It's important to remember that each individual comes to a movie not only with certain expectations and preconceived notions, but a different life experience up until the point they view a movie that will inform how they respond to a given piece of entertainment. I'm a child of the nineties, a product of Power Rangers and Capri Sun's; a time when what some would argue the best iteration of Bob Kane's Batman character would be brought to life. I'm of course referring to Batman: The Animated Series which ran from 1992-1995 and more or less became the defining Batman in my life-the Batman all other Batman's would be chasing from that point on. Too young for Michael Keaton's movies and too juvenile to initially understand just how bad Joel Schumacher's films were, the animated series brought to life the most genuine and credible version of the superhero my generation (or any other up to that point) could imagine. I adore the Christopher Nolan trilogy and what he did for the genre as a whole. I will forever hold that trilogy in high regard and The Dark Knight as one of the single greatest theater-going experiences of my life. Eight years after the Nolan/Christian Bale epic that will go down in history as the best live action version of Batman thanks to the late Heath Ledger's performance we now have the next attempt to bring the caped crusader to life in what is more or less the sequel to 2013's Man of Steel. Jump-starting the DC Universe in an attempt to catch up with Marvel Studios, director Zack Snyder and his team have delivered a film that seems to want to bring the tone, artistic quality, and believe it or not...the fun of that nineties animated series to life on the big screen, extended universe and all. This is where I come at the movie from. A place of balance between what was my childhood Batman (never having a large affinity for Superman given he never had as influential an animated series) and what is my more mature, realistic Batman in the Nolan trilogy. It's a parallel that worked out well for my progression from child to adult and so, the big question was: where would Batman v Superman: Dawn of Justice fit into this scheme and how would everything I've seen and read of these characters inform my response to Snyder's bringing together of these two icons on the big screen for the first time? For this particular viewer: I enjoyed the hell out of it.

Bruce Wayne (Ben Affleck) and Diana Prince (Gal Gadot) make a habit of running into one another.
I'm something of a Zack Snyder apologist without the necessary credentials of actually being so. It's been four or more years since I've seen Dawn of the Dead and even longer since I've re-visited 300 or Sucker Punch (and yes, I own Legend of the Guardians: The Owls of Ga'Hoole on Blu-Ray along with the rest of the filmmakers filmography), though I pop in Watchmen every now and then if for nothing else the opening reel that looks and feels as epic as it's supposed to be.
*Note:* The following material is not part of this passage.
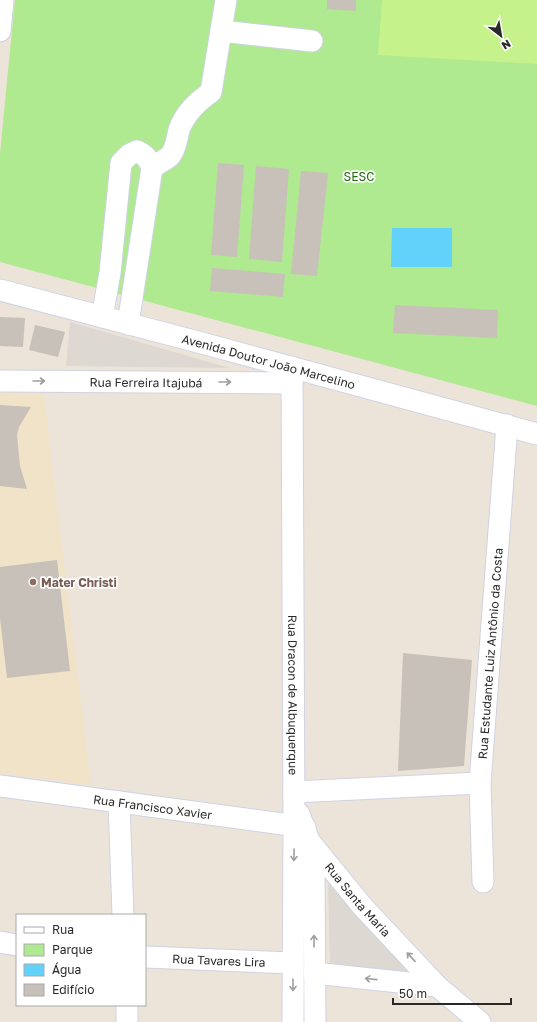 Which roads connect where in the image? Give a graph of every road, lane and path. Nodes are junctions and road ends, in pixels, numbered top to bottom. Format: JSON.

Man of Steel is a movie I have re-watched recently (with the director commentary no less) and saw multiple times in its theatrical run which forced me to feel like one of the few defenders of the film despite being able to consent to its problems. The thing is, Snyder has always had the same set of issues with his films and beginning with Watchmen they really began to suffocate him. Style over substance, bloated narratives he can't seem to convey in a cohesive manner, and an affinity for large scale damage and action sequences that, while looking amazing, carry little to no emotional weight with them. This is what detractors of BvS's predecessor were so adamant about and will undoubtedly do so again here despite Snyder consistently throwing in lines of dialogue that clarify no civilians live in or around the areas where mass destruction is occurring. While I can understand these complaints and certainly see where people with opposing opinions are coming from I still have this natural inclination to believe that Snyder simply "gets it". We live in a world where Snyder has been presented with too much food for the small plate he's carrying. We live in a world that enables Snyder's larger issues to be amplified due to the climate in which motion pictures are made as large scale TV series, but at the very least one must admit that Snyder throws his own heroes as well as himself into this same world. Not unlike his situation, Snyder's versions of Superman and Batman do not live in an idealistic world where conveniences allow them to live by the codes they once represented in earlier incarnations, but rather they exist in a world where conflict and debate are real. They are not present in a world of absolutes where either are regarded as the out and out heroes. And it is out of this an interesting, more complex world is born in which we find and are given the proper justification to see two of the most iconic characters of the twentieth century come to blows.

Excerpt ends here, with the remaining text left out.